30. octobre 2020 · Commentaires fermés sur Un discours éloquent : guerre ou paix en Irak ? · Catégories: Spécialité : HLP Première · Tags:

Ce discours a été prononcé le 14 février 2003  par celui qui occupait alors le poste de ministre des Affaires Etrangères  du gouvernement français, Monsieur Dominique de Villepin.  Son allocution  se déroule au siège de l’ONU, à New-York, au coeur  de la crise irakienne. Rappelons les faits et le contexte . Les Etats-Unis soupçonnent l’IRAK de posséder des armes chimiques et d’avoir poursuivi, en secret, leurs recherches afin de mettre au point un arsenal nucléaire.La menace d’une guerre est imminente et la France tente de trouver une solution pacifique afin d’éviter une escalade dans les tensions internationales . Le plaidoyer du représentant français contre la guerre  est un modèle d’éloquence.
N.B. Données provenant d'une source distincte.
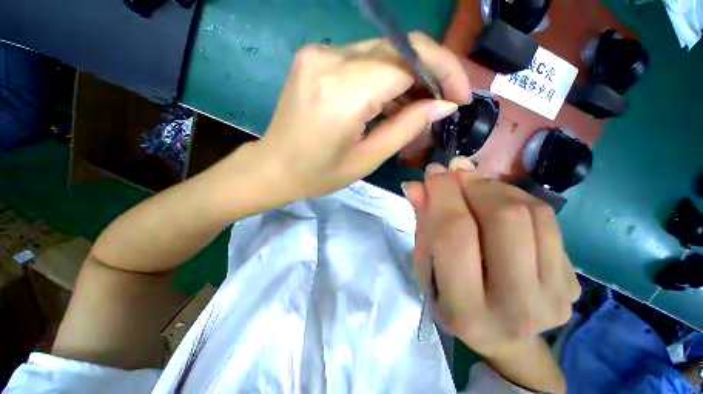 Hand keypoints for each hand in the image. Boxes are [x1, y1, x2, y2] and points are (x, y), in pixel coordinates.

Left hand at [258, 33, 470, 199]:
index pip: (407, 62)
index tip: (459, 97)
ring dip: (407, 76)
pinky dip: (384, 77)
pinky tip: (392, 101)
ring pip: (381, 53)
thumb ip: (406, 128)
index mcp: (342, 92)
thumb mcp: (367, 159)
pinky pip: (362, 60)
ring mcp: (319, 54)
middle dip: (430, 70)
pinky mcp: (315, 58)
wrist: (275, 167)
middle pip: (397, 49)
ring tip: (420, 106)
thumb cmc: (318, 174)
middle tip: (445, 100)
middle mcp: (329, 60)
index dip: (442, 73)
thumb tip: (443, 105)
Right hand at [403, 159, 580, 357]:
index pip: (453, 234)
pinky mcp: (572, 283)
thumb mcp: (426, 265)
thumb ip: (423, 222)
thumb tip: (416, 185)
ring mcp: (554, 297)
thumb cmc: (449, 299)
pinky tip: (498, 202)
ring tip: (474, 187)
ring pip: (531, 212)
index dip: (442, 194)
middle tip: (454, 173)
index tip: (433, 172)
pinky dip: (517, 199)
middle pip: (502, 218)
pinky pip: (547, 219)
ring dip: (495, 187)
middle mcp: (515, 307)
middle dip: (472, 185)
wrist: (503, 337)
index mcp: (464, 309) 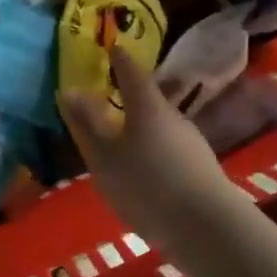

Analysons -en quelques extraits .

L’orateur cherche à privilégier la voie diplomatique en adaptant, dans son discours, ses arguments , à son principal destinataire : les Etats-Unis . Tout d’abord, il affirme avec le “nous”  la solidarité des Européens contre le terrorisme . Les Américains utilisent essentiellement la peur du terrorisme afin de justifier une invasion de l’Irak . L’orateur rappelle d’ailleurs la tragédie du 11 septembre qui a endeuillé l’Amérique ; cette illustration des dangers du terrorisme vise à développer une forme d’empathie avec l’Amérique victime de ces attentats meurtriers . Il évoque ensuite les attentats perpétrés sur le sol français et dénonce avec l’image du “terrible fléau ” les attentats terroristes . Le fléau est une arme ancestrale qui, au sens figuré, met en évidence le caractère néfaste, nuisible d’une action . La solidarité avec le combat des Etats-Unis est rappelée à deux reprises, en fin de période, avec les adverbes tous et ensemble . Le second paragraphe marque , cependant, une prise de distance avec la position belliciste des Etats-Unis ; En effet, le tribun réfute l’existence d’un lien  avéré entre les organisations terroristes et le gouvernement irakien; Il utilise un argument rationnel: l’absence de preuve qui résulte de l’enquête internationale diligentée par l’ONU. il désavoue ainsi publiquement le secrétaire d’Etat américain qui a affirmé l’existence de tels liens .

L’orateur emploie le terme supposés pour bien montrer qu’il prend ses distances avec le caractère véridique d’une telle accusation. Il rappelle que l’action militaire envisagée par les Etats-Unis est “contestée” : elle ne fait donc pas l’unanimité parmi les membres des 193 nations qui siègent au conseil de sécurité des Nations -Unies. Le secrétaire général Ban Ki-Moon fera état des débats qui agitent l’ONU. Dominique de Villepin pose alors une question rhétorique afin de faire entendre ses craintes : ” une telle intervention ne risquerait-elle pas d’aggraver les fractures entre les sociétés, entre les cultures, entre les peuples, fractures dont se nourrit le terrorisme ? ” Le mode conditionnel a valeur ici d’un fait potentiel ( qui peut arriver dans le futur ) et redouté ; Il exprime ici la crainte, avec la forme interro-négative,  des conséquences d’une intervention militaire en Iran . La gradation finale :  sociétés,cultures, peuples, montre que les dommages concerneront un vaste public et que l’effet obtenu sera une aggravation des tensions entre Orient et Occident . Le terme fracture  connote la blessure mais également la rupture, la cassure .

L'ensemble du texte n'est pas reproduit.